The strategic bond fund sector has seen massive growth in recent years. Having overtaken the UK gilts sector in 2010, within the broad fixed income universe it is now second in size only to UK corporate bonds. Funds under management have increased from just over £10bn in 2008 to nearly £40bn today, accounting for nearly a quarter of total fixed income assets, according to data from the Investment Association.

How then do strategic bond funds differ from conventional bond funds? Funds in the traditional gilt and corporate bond sectors operate under relatively restrictive guidelines set up by the Investment Association.  

UK gilt funds must invest at least 95 per cent of assets in sterling denominated (or hedged back to sterling) government backed securities, with at least 80 per cent invested in gilts. UK corporate bond funds have to invest at least 80 per cent in sterling denominated (or hedged back to sterling) investment grade bonds.  

On the other hand, strategic bond funds operate under fewer constraints. Eighty per cent of assets must be invested in sterling denominated (or hedged back to sterling) fixed interest securities, although this excludes convertible bonds, preference shares and permanent interest bearing shares (PIBs).  

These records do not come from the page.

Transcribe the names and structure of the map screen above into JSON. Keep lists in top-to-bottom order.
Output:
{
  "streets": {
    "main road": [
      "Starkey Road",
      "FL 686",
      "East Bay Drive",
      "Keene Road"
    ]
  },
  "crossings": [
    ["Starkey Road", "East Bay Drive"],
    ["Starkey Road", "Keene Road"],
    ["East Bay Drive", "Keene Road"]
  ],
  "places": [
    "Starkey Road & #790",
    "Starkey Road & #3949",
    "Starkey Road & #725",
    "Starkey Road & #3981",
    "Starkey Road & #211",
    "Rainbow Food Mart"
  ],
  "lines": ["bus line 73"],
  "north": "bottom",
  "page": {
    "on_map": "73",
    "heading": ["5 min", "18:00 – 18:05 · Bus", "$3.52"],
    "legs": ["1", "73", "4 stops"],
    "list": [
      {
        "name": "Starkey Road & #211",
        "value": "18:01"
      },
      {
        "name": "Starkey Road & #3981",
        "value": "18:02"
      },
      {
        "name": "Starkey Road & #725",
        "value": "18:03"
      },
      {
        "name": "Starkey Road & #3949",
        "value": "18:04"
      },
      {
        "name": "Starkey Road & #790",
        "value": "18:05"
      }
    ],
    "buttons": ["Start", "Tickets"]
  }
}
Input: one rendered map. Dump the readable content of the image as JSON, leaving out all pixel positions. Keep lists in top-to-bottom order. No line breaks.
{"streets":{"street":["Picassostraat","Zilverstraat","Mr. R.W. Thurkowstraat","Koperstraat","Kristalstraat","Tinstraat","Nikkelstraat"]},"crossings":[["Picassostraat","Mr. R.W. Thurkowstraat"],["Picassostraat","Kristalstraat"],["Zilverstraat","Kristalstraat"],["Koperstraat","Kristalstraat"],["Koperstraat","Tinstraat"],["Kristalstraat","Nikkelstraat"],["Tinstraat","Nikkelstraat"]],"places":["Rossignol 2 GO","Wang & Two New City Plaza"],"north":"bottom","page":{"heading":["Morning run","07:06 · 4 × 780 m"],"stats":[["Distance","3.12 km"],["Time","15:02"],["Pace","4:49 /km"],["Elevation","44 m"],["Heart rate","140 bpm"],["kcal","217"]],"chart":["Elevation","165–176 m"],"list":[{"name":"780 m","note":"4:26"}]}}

Strategic bond funds are also allowed to use derivatives in order to hedge exposure. With no restrictions on the quality, maturity (with the exception of ultra-short dated bonds) and location of bonds, managers can pursue different strategies by investing across the universe of mainstream global bonds, both government and corporate.  

This flexibility frees managers from adhering to a rigid benchmark in order to potentially maximise their capital return; essentially allowing the fund to provide a pure expression of the macroeconomic views of the manager on diverse factors such as the yield curve, interest rates, inflation and – to a certain extent – foreign exchange.   

Given the potential to invest in a range of different fixed income assets – and therefore avoid being restricted to a narrow segment of the bond universe during a bear market – strategic bonds should theoretically be able to outperform traditional bonds over the course of the economic cycle.

As a result of their flexibility, strategic bond funds typically have higher yields than traditional funds. This factor alone may help to explain the rise in inflows to the sector in recent years. Interest rates have fallen and yields on gilts and corporate bonds have been under relentless downward pressure, meaning investors have been forced to look elsewhere in order to achieve adequate returns.

With the benchmark 10-year gilt yield at about 1 per cent, future upside looks limited in government bonds. By way of contrast, at the time of writing the highest yielding fund in the strategic bond sector, the L&G Dynamic Bond Trust, has a yield of 6.9 per cent due to its focus on higher yielding non-investment grade bonds located within emerging markets, which are typically higher risk than gilt or corporate bond funds.  

Clearly, strategic bond funds use active as opposed to passive strategies, which typically follow an index. I believe a passive strategy, which can provide liquid exposure to markets at low cost, is a sensible approach to take in some sectors. For example, there is a limited supply of index-linked gilt issues available, meaning most funds in the sector tend to hold similar securities. Active managers can therefore offer little value.